Steps to complete your small-scale literature review:
1. Determine a data science application of your interest. There are various data science applications related to COVID-19, including but not limited to the analysis of COVID-19 trends, risk modeling, computer-aided diagnosis, contact tracing, social media topic modeling, etc., which help manage and control the pandemic to keep us safe. In this review, you are asked to focus on ONE specific data science application domain only.
2. Narrow down to a specific inquiry question that describes what you would like to know about your selected data science application topic.
3. Go to the library to search for and locate journals that include your topic’s information.
4. Search articles, read the abstracts to select those that correspond well to your topic and inquiry question.

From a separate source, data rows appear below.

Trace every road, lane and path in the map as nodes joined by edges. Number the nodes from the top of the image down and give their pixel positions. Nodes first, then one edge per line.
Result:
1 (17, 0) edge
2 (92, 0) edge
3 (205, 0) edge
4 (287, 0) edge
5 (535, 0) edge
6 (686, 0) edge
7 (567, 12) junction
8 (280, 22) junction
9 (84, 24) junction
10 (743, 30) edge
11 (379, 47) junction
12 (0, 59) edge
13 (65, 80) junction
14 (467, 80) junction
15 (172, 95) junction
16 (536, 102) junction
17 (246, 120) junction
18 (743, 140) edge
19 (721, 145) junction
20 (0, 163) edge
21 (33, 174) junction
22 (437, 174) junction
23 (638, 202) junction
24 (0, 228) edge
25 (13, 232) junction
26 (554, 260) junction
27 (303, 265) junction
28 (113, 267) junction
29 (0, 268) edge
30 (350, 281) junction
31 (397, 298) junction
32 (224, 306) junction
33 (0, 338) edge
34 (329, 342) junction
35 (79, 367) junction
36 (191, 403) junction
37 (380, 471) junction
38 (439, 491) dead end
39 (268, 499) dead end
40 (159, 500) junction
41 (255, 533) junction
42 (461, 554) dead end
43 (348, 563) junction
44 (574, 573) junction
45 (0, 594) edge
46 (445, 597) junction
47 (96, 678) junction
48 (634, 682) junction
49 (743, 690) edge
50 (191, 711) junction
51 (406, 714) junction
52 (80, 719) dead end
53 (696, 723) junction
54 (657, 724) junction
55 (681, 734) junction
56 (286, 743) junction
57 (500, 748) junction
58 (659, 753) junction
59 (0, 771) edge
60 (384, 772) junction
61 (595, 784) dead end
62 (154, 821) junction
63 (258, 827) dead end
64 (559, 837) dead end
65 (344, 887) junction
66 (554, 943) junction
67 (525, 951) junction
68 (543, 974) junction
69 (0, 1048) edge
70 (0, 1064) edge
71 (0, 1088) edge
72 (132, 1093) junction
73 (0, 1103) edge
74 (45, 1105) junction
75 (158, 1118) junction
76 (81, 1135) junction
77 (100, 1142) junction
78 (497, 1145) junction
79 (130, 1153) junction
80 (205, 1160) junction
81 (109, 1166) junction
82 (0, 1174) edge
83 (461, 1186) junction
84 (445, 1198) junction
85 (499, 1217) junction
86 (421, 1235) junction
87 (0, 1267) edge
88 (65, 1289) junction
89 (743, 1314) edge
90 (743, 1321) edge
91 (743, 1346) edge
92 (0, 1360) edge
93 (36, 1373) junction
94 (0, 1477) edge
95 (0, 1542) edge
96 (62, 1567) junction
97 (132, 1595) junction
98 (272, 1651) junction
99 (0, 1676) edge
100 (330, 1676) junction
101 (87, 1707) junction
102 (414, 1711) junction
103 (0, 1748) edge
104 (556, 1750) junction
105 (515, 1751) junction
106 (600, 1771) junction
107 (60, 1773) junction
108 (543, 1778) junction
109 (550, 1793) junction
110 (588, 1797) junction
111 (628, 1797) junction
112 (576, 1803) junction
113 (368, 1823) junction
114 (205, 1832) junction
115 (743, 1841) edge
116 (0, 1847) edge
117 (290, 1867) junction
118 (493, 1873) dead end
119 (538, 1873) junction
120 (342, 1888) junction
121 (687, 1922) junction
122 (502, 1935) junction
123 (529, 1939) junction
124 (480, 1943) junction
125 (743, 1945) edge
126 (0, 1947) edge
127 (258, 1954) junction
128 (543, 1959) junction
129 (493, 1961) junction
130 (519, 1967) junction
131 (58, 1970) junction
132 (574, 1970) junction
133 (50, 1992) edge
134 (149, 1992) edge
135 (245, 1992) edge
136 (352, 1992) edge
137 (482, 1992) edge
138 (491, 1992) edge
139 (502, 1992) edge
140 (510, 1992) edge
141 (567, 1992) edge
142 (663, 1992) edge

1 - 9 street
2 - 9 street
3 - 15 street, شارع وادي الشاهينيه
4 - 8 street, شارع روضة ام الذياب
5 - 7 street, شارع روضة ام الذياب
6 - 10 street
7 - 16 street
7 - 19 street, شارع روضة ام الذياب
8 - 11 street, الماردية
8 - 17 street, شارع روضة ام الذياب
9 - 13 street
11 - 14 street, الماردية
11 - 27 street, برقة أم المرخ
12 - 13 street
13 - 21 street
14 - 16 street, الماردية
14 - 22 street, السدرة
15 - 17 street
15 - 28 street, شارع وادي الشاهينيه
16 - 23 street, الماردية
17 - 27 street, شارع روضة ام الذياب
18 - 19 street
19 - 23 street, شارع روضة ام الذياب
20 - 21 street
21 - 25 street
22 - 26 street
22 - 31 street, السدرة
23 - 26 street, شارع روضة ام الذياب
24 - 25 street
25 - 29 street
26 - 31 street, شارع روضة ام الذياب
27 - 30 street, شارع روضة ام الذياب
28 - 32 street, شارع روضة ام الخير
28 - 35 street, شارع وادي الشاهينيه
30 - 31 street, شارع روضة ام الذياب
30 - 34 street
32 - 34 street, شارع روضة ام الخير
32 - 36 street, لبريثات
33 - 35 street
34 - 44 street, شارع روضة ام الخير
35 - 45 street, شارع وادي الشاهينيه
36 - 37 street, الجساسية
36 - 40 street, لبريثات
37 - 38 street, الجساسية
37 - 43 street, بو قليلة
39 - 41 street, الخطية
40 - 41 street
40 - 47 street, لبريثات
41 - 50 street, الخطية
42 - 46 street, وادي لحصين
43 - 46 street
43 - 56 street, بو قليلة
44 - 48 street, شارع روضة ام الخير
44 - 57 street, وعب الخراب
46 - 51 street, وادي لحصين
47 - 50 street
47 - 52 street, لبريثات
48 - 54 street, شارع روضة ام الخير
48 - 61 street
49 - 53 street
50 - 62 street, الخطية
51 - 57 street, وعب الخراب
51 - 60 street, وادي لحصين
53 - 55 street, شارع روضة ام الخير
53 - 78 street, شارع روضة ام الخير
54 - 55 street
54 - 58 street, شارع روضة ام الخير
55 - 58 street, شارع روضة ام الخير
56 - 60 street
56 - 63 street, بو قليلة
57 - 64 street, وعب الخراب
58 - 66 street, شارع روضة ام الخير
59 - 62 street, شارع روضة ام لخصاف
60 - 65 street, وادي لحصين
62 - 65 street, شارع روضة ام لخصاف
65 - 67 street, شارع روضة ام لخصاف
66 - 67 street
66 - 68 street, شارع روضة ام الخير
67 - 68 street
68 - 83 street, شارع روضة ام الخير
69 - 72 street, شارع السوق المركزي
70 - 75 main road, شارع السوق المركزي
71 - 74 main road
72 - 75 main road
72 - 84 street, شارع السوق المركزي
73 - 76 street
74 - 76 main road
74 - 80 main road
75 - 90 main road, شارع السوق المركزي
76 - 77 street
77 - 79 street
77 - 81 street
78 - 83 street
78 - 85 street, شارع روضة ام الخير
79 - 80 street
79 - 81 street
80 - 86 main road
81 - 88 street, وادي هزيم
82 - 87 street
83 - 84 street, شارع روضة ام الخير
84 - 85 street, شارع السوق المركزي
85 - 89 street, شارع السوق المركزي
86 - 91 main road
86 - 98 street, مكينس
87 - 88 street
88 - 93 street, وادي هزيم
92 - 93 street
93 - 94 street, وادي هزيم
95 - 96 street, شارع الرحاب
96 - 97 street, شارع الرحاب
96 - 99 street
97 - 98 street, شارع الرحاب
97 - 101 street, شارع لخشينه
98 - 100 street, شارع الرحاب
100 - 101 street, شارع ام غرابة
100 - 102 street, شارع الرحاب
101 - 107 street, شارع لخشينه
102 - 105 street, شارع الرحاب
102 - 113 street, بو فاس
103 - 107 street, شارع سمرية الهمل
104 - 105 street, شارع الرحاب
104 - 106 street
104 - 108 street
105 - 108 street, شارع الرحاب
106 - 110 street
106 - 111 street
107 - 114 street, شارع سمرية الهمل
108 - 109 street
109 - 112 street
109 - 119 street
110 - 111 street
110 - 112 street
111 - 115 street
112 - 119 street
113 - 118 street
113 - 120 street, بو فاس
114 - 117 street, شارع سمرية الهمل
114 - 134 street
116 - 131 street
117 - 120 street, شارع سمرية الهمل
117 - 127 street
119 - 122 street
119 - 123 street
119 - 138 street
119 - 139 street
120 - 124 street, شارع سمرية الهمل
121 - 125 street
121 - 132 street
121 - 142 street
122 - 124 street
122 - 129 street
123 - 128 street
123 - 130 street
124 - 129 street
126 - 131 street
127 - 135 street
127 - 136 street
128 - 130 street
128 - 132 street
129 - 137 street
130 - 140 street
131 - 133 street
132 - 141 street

5. Read your selected articles and begin to sort and classify them in a meaningful way. Always consider your original topic and inquiry question. In your review, it is important to summarize the main findings from the articles you reviewed and point out the information that you found particularly important to know that answered the inquiry question.
6. Write your review.
Suggested components of your review:
Introduction: Define the topic of your study and provide any background information that helps your reader to understand the topic. State your inquiry question for this review.
A concise summary of the selected papers and elaboration.
Own opinions of the papers: providing your views by connecting the papers reviewed to your inquiry question and the context of the application of interest.
References: listing of all references that you mentioned in your paper. Please use IEEE numbered reference style.